И в сердце каждого из нас
Надежда умерла…
И оставалось только ждать,
Что знак нам будет дан,
Мы смолкли, словно берега,
Одетые в туман,
Но в каждом сердце глухо бил
Безумец барабан…
 
   Примечательно, что бывший эгоцентрик не пишет о своих индивидуальных страданиях, не выпячивает свое «я», а все растворяет в слове «мы».
   Тюремная исповедь озаглавлена словами католической молитвы «De profundis Clamavi» («Из бездны взываю…» – лат.). Уайльд не оправдывал себя, с горечью констатировал, что «гениальности часто сопутствуют страшные извращения страстей и желаний». Эволюция во взглядах: раньше «наслаждения», теперь – «извращения».
   В тюрьме Уайльд начал терять слух и зрение. Он пережил минуты страшного отчаяния: «Ужас смерти, который я здесь испытываю, меркнет перед ужасом жизни». За несколько месяцев до того, как покинуть Редингскую тюрьму, он писал Роберту Россу: «Даже если я выберусь из этой отвратительной ямы, меня ждет жизнь парии – жизнь в бесчестье, нужде и всеобщем презрении».

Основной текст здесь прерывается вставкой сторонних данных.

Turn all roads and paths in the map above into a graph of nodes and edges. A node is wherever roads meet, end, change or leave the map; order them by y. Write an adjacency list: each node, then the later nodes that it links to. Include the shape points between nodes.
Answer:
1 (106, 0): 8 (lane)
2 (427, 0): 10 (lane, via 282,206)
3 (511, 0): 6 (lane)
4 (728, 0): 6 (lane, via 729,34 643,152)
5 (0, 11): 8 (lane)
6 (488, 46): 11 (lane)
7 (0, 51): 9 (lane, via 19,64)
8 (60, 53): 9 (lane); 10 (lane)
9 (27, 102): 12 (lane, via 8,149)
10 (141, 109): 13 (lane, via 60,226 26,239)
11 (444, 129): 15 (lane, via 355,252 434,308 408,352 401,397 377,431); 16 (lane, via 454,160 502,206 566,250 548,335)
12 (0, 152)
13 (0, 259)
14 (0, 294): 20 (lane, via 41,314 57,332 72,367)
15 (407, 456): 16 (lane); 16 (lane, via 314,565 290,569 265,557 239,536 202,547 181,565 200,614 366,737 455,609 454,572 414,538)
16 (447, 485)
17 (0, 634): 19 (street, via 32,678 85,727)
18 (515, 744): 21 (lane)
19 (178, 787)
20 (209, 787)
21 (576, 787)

   Оскар Уайльд вышел на свободу больным, сломленным и опустошенным человеком. Он понимал, что в Англии ему нет места, и начинается трехгодичное скитание по Европе. Отверженный попытался найти пристанище на Капри, куда сбежал после скандала молодой лорд Альфред. Он искал участия и тепла, но Бози в основном интересовали лишь деньги. Еще в тюрьме Уайльд получил от него письмо, в котором были такие слова: «Когда вы не на пьедестале, вы никому не интересны…» Ну, а вышедший из тюрьмы Уайльд был еще дальше от пьедестала.
   Жена оставила Уайльду деньги, но при условии, что он не будет докучать ни ей, ни двум их детям – сыновьям Сирилу и Вивиану. Но «откупные» кончились, опять же Бози помог их быстро промотать. Закончила жизненный свой путь и Констанс. Она умерла в Генуе. Когда Уайльд пришел на ее могилу, то с горечью прочитал на надгробной плите не свою фамилию, а ее девичью: Ллойд. Это означало, что она навечно отреклась от своего непутевого мужа.

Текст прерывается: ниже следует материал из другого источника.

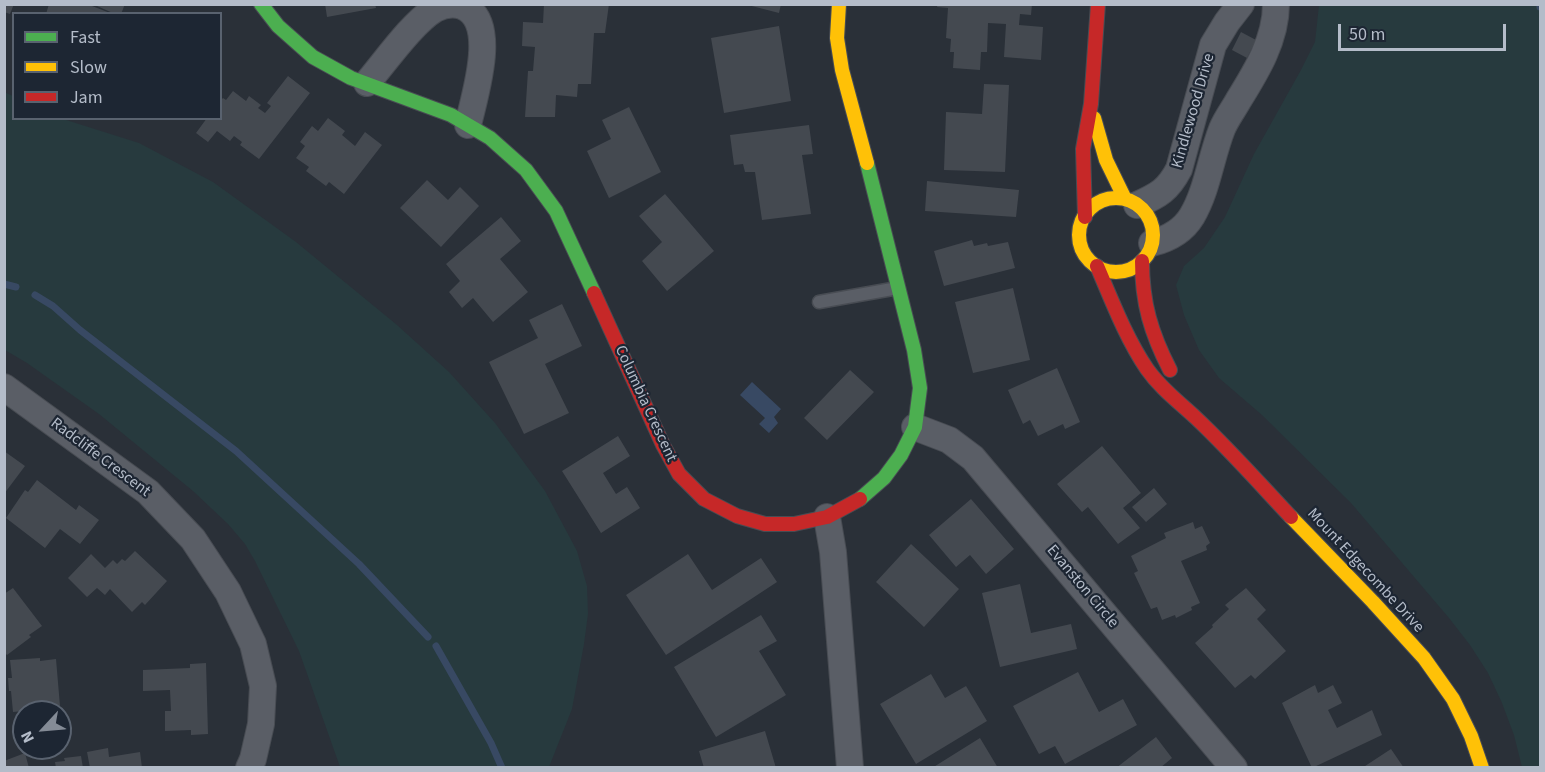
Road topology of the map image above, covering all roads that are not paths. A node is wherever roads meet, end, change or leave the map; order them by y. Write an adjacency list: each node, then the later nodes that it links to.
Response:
1 (261, 4): 6 (street, Columbia Crescent)
2 (839, 4): 13 (street, Columbia Crescent)
3 (1098, 4): 7 (street)
4 (1241, 4): 9 (street, Kindlewood Drive)
5 (1276, 4): 11 (street, Kindlewood Drive)
6 (366, 83): 8 (street, Columbia Crescent); 8 (street)
7 (1091, 104): 9 (street); 10 (street)
8 (468, 125): 18 (street, Columbia Crescent)
9 (1131, 202): 10 (street); 11 (street)
10 (1085, 217): 12 (street)
11 (1147, 252): 12 (street); 16 (street, Mount Edgecombe Drive)
12 (1097, 266): 16 (street, Mount Edgecombe Drive)
13 (899, 288): 14 (lane); 17 (street, Columbia Crescent)
14 (819, 302)
15 (4, 387): 19 (street, Radcliffe Crescent)
16 (1195, 417): 22 (street, Mount Edgecombe Drive)
17 (915, 427): 18 (street, Columbia Crescent); 21 (street, Evanston Circle)
18 (827, 517): 20 (street)
19 (249, 768)
20 (850, 768)
21 (1234, 768)
22 (1482, 768)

   В начале весны 1899 года Уайльд сообщает Роберту Россу о своем посещении кладбища в Генуе: «…Невыносимо тяжело было увидеть ее имя, высеченное на камне, – фамилия, данная ей мною, конечно, не упомянута, просто «Констанс-Мэри, дочь Хораса Ллойда, адвоката» и строфа из «Откровения». Я положил на могилу букет цветов. Я был потрясен до глубины души – но меня не оставляло сознание бесполезности всех сожалений. Ничто не могло произойти иначе, и жизнь – страшная вещь…»
   Да, «жизнь – страшная вещь». Оскар Уайльд практически потерял все. Остались только воспоминания, тоска и одиночество. И еще – нищета. «Трагедия моей жизни стала безобразной, – писал он Андре Жиду. – Страдания можно, пожалуй, даже должно терпеть, но бедность, нищета – вот что страшно. Это пятнает душу».

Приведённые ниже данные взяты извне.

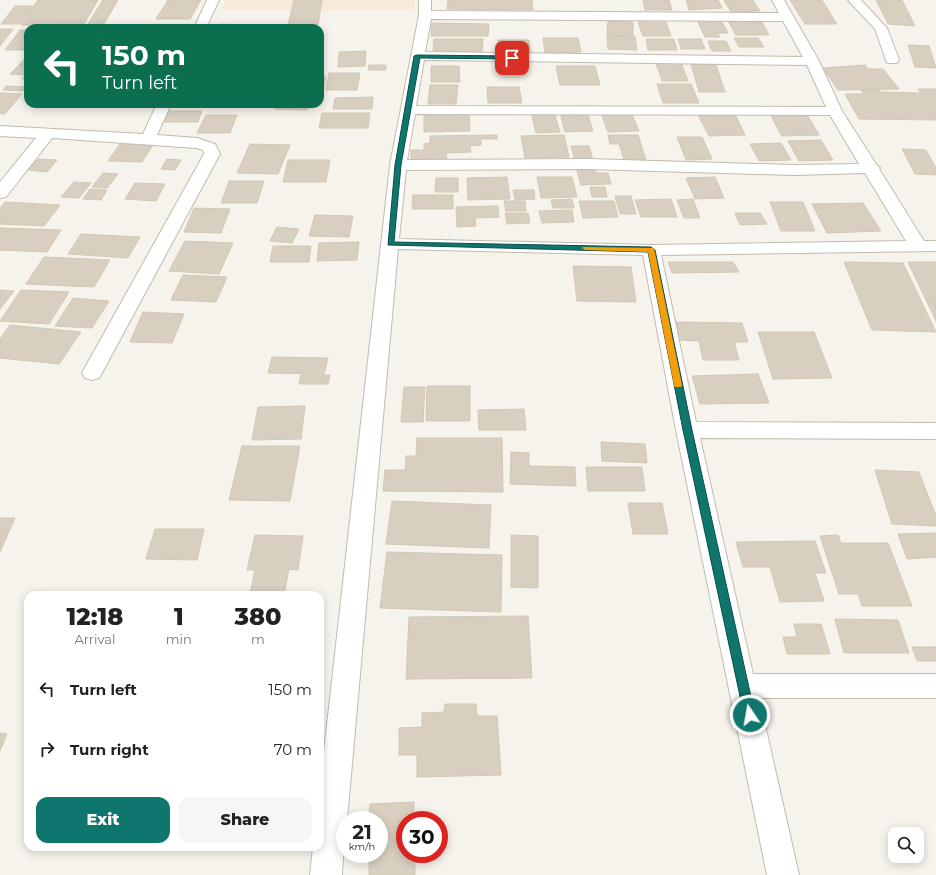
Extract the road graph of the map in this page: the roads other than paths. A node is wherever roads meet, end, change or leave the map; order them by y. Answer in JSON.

   Однажды Уайльд подошел к оперной певице Нелли Мельба, с которой когда-то был знаком и которую прозвал «королевой весны». От былой славы и красоты писателя ничего не осталось, и она его не узнала. Тогда Уайльд решил напомнить о себе: «Я Оскар Уайльд, и я собираюсь сделать ужасную вещь – попросить у вас денег». Вот в какую бездну был низвергнут некогда кумир и идол публики.
   Одно время писатель живет в заброшенной деревушке под именем Себастьяна Мельмота, отверженный и всеми забытый. Затем перебирается в Париж, в Латинский квартал. В письме к друзьям (к оставшимся друзьям) он бодрится: «Во Франции я нашел восхитительное убежище, приняли меня с симпатией, могу сказать, радушно. Эта страна стала матерью для всех современных художников, она всегда утешает, а порой и исцеляет строптивых сыновей…»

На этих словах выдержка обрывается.